● **Work instruction**
Return each entry precisely as it appears below.

● **Entries provided**

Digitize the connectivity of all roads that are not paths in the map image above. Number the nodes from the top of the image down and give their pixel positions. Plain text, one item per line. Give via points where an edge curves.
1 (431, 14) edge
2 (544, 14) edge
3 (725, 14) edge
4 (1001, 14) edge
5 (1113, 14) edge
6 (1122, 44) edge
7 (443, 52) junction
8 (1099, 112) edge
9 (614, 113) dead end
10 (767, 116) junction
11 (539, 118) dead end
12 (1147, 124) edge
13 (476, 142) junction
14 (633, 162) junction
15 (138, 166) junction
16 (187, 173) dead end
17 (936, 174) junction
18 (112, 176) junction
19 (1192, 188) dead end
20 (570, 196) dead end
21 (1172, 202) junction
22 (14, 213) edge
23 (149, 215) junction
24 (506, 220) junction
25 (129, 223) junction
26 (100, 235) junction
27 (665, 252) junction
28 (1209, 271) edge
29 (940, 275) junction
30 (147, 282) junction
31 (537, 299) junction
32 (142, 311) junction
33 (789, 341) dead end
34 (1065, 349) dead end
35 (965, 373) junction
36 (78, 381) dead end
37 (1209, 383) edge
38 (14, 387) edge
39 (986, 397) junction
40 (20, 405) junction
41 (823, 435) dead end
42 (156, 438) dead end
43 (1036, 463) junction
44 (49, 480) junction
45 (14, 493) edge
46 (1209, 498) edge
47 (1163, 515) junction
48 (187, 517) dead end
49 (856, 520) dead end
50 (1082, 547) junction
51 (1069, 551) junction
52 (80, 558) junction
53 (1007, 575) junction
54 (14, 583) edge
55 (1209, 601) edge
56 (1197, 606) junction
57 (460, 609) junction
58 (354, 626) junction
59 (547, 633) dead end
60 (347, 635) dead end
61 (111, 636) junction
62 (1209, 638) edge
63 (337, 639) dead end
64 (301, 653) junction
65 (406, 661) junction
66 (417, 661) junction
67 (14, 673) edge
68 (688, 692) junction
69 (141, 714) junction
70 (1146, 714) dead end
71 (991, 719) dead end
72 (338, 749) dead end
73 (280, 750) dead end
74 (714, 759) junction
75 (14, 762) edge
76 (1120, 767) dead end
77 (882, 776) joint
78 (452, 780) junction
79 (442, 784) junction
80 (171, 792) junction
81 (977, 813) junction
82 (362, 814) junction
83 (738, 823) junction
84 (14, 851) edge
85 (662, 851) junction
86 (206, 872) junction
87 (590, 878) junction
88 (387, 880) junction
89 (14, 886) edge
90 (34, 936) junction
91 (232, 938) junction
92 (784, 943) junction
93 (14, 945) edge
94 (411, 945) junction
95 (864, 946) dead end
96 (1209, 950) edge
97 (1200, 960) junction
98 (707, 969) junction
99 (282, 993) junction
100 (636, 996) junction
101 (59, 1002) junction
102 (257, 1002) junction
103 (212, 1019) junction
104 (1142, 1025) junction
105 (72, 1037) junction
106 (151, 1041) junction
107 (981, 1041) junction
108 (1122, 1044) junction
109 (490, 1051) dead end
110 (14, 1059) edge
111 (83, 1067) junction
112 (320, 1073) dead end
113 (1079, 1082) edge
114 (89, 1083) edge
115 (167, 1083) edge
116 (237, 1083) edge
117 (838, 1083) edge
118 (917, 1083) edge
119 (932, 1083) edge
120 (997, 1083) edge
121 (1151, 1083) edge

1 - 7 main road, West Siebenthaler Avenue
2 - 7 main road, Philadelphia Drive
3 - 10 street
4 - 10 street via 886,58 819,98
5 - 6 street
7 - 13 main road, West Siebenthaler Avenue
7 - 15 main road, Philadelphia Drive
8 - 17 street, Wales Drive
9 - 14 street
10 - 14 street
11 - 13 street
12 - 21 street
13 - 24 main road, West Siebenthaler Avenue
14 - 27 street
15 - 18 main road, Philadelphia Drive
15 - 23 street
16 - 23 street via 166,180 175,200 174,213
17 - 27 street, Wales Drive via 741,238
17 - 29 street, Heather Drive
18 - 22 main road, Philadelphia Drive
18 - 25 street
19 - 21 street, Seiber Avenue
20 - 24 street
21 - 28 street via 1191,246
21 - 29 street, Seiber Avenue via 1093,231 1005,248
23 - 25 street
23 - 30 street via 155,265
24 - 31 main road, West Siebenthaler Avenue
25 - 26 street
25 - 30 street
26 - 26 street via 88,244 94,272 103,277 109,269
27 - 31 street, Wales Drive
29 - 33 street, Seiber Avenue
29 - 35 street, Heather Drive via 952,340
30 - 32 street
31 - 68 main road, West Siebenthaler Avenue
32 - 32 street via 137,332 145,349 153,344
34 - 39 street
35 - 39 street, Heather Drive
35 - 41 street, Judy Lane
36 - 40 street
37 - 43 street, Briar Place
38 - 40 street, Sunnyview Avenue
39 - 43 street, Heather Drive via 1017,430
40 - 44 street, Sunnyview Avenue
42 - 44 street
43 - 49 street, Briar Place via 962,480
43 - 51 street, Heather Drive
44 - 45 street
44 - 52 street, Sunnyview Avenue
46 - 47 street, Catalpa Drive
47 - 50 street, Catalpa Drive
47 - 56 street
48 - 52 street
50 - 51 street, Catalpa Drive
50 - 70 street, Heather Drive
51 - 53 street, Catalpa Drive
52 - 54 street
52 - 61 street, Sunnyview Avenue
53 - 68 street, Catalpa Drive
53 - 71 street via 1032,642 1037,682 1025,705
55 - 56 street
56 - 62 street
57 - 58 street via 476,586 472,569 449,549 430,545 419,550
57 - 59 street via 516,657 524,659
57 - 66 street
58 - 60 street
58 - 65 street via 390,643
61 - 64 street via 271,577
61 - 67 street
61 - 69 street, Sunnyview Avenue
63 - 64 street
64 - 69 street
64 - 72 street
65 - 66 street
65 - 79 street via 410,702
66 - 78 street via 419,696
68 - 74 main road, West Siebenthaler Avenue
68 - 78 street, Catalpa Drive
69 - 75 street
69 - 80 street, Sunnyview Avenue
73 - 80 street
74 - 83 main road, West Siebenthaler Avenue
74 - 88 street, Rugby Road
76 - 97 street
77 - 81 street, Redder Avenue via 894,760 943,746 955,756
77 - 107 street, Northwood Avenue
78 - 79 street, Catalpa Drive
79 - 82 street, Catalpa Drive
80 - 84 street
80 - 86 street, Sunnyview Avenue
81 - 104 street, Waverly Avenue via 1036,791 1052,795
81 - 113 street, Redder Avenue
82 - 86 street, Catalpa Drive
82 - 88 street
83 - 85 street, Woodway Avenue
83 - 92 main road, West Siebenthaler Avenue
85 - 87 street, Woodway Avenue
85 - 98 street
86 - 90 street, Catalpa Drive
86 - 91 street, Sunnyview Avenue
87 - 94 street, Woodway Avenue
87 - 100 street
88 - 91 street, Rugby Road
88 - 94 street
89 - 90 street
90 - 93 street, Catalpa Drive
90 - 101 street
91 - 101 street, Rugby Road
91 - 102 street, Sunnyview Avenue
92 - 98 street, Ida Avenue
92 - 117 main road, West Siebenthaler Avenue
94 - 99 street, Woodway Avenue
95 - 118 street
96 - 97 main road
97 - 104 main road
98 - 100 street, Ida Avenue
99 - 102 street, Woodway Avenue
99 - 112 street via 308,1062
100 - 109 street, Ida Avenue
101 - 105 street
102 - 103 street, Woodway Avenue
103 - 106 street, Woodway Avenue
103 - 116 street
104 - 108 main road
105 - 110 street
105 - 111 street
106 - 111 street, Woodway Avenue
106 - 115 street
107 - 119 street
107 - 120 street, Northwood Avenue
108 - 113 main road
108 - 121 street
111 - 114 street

● **Task result**
Digitize the connectivity of all roads that are not paths in the map image above. Number the nodes from the top of the image down and give their pixel positions. Plain text, one item per line. Give via points where an edge curves.
1 (431, 14) edge
2 (544, 14) edge
3 (725, 14) edge
4 (1001, 14) edge
5 (1113, 14) edge
6 (1122, 44) edge
7 (443, 52) junction
8 (1099, 112) edge
9 (614, 113) dead end
10 (767, 116) junction
11 (539, 118) dead end
12 (1147, 124) edge
13 (476, 142) junction
14 (633, 162) junction
15 (138, 166) junction
16 (187, 173) dead end
17 (936, 174) junction
18 (112, 176) junction
19 (1192, 188) dead end
20 (570, 196) dead end
21 (1172, 202) junction
22 (14, 213) edge
23 (149, 215) junction
24 (506, 220) junction
25 (129, 223) junction
26 (100, 235) junction
27 (665, 252) junction
28 (1209, 271) edge
29 (940, 275) junction
30 (147, 282) junction
31 (537, 299) junction
32 (142, 311) junction
33 (789, 341) dead end
34 (1065, 349) dead end
35 (965, 373) junction
36 (78, 381) dead end
37 (1209, 383) edge
38 (14, 387) edge
39 (986, 397) junction
40 (20, 405) junction
41 (823, 435) dead end
42 (156, 438) dead end
43 (1036, 463) junction
44 (49, 480) junction
45 (14, 493) edge
46 (1209, 498) edge
47 (1163, 515) junction
48 (187, 517) dead end
49 (856, 520) dead end
50 (1082, 547) junction
51 (1069, 551) junction
52 (80, 558) junction
53 (1007, 575) junction
54 (14, 583) edge
55 (1209, 601) edge
56 (1197, 606) junction
57 (460, 609) junction
58 (354, 626) junction
59 (547, 633) dead end
60 (347, 635) dead end
61 (111, 636) junction
62 (1209, 638) edge
63 (337, 639) dead end
64 (301, 653) junction
65 (406, 661) junction
66 (417, 661) junction
67 (14, 673) edge
68 (688, 692) junction
69 (141, 714) junction
70 (1146, 714) dead end
71 (991, 719) dead end
72 (338, 749) dead end
73 (280, 750) dead end
74 (714, 759) junction
75 (14, 762) edge
76 (1120, 767) dead end
77 (882, 776) joint
78 (452, 780) junction
79 (442, 784) junction
80 (171, 792) junction
81 (977, 813) junction
82 (362, 814) junction
83 (738, 823) junction
84 (14, 851) edge
85 (662, 851) junction
86 (206, 872) junction
87 (590, 878) junction
88 (387, 880) junction
89 (14, 886) edge
90 (34, 936) junction
91 (232, 938) junction
92 (784, 943) junction
93 (14, 945) edge
94 (411, 945) junction
95 (864, 946) dead end
96 (1209, 950) edge
97 (1200, 960) junction
98 (707, 969) junction
99 (282, 993) junction
100 (636, 996) junction
101 (59, 1002) junction
102 (257, 1002) junction
103 (212, 1019) junction
104 (1142, 1025) junction
105 (72, 1037) junction
106 (151, 1041) junction
107 (981, 1041) junction
108 (1122, 1044) junction
109 (490, 1051) dead end
110 (14, 1059) edge
111 (83, 1067) junction
112 (320, 1073) dead end
113 (1079, 1082) edge
114 (89, 1083) edge
115 (167, 1083) edge
116 (237, 1083) edge
117 (838, 1083) edge
118 (917, 1083) edge
119 (932, 1083) edge
120 (997, 1083) edge
121 (1151, 1083) edge

1 - 7 main road, West Siebenthaler Avenue
2 - 7 main road, Philadelphia Drive
3 - 10 street
4 - 10 street via 886,58 819,98
5 - 6 street
7 - 13 main road, West Siebenthaler Avenue
7 - 15 main road, Philadelphia Drive
8 - 17 street, Wales Drive
9 - 14 street
10 - 14 street
11 - 13 street
12 - 21 street
13 - 24 main road, West Siebenthaler Avenue
14 - 27 street
15 - 18 main road, Philadelphia Drive
15 - 23 street
16 - 23 street via 166,180 175,200 174,213
17 - 27 street, Wales Drive via 741,238
17 - 29 street, Heather Drive
18 - 22 main road, Philadelphia Drive
18 - 25 street
19 - 21 street, Seiber Avenue
20 - 24 street
21 - 28 street via 1191,246
21 - 29 street, Seiber Avenue via 1093,231 1005,248
23 - 25 street
23 - 30 street via 155,265
24 - 31 main road, West Siebenthaler Avenue
25 - 26 street
25 - 30 street
26 - 26 street via 88,244 94,272 103,277 109,269
27 - 31 street, Wales Drive
29 - 33 street, Seiber Avenue
29 - 35 street, Heather Drive via 952,340
30 - 32 street
31 - 68 main road, West Siebenthaler Avenue
32 - 32 street via 137,332 145,349 153,344
34 - 39 street
35 - 39 street, Heather Drive
35 - 41 street, Judy Lane
36 - 40 street
37 - 43 street, Briar Place
38 - 40 street, Sunnyview Avenue
39 - 43 street, Heather Drive via 1017,430
40 - 44 street, Sunnyview Avenue
42 - 44 street
43 - 49 street, Briar Place via 962,480
43 - 51 street, Heather Drive
44 - 45 street
44 - 52 street, Sunnyview Avenue
46 - 47 street, Catalpa Drive
47 - 50 street, Catalpa Drive
47 - 56 street
48 - 52 street
50 - 51 street, Catalpa Drive
50 - 70 street, Heather Drive
51 - 53 street, Catalpa Drive
52 - 54 street
52 - 61 street, Sunnyview Avenue
53 - 68 street, Catalpa Drive
53 - 71 street via 1032,642 1037,682 1025,705
55 - 56 street
56 - 62 street
57 - 58 street via 476,586 472,569 449,549 430,545 419,550
57 - 59 street via 516,657 524,659
57 - 66 street
58 - 60 street
58 - 65 street via 390,643
61 - 64 street via 271,577
61 - 67 street
61 - 69 street, Sunnyview Avenue
63 - 64 street
64 - 69 street
64 - 72 street
65 - 66 street
65 - 79 street via 410,702
66 - 78 street via 419,696
68 - 74 main road, West Siebenthaler Avenue
68 - 78 street, Catalpa Drive
69 - 75 street
69 - 80 street, Sunnyview Avenue
73 - 80 street
74 - 83 main road, West Siebenthaler Avenue
74 - 88 street, Rugby Road
76 - 97 street
77 - 81 street, Redder Avenue via 894,760 943,746 955,756
77 - 107 street, Northwood Avenue
78 - 79 street, Catalpa Drive
79 - 82 street, Catalpa Drive
80 - 84 street
80 - 86 street, Sunnyview Avenue
81 - 104 street, Waverly Avenue via 1036,791 1052,795
81 - 113 street, Redder Avenue
82 - 86 street, Catalpa Drive
82 - 88 street
83 - 85 street, Woodway Avenue
83 - 92 main road, West Siebenthaler Avenue
85 - 87 street, Woodway Avenue
85 - 98 street
86 - 90 street, Catalpa Drive
86 - 91 street, Sunnyview Avenue
87 - 94 street, Woodway Avenue
87 - 100 street
88 - 91 street, Rugby Road
88 - 94 street
89 - 90 street
90 - 93 street, Catalpa Drive
90 - 101 street
91 - 101 street, Rugby Road
91 - 102 street, Sunnyview Avenue
92 - 98 street, Ida Avenue
92 - 117 main road, West Siebenthaler Avenue
94 - 99 street, Woodway Avenue
95 - 118 street
96 - 97 main road
97 - 104 main road
98 - 100 street, Ida Avenue
99 - 102 street, Woodway Avenue
99 - 112 street via 308,1062
100 - 109 street, Ida Avenue
101 - 105 street
102 - 103 street, Woodway Avenue
103 - 106 street, Woodway Avenue
103 - 116 street
104 - 108 main road
105 - 110 street
105 - 111 street
106 - 111 street, Woodway Avenue
106 - 115 street
107 - 119 street
107 - 120 street, Northwood Avenue
108 - 113 main road
108 - 121 street
111 - 114 street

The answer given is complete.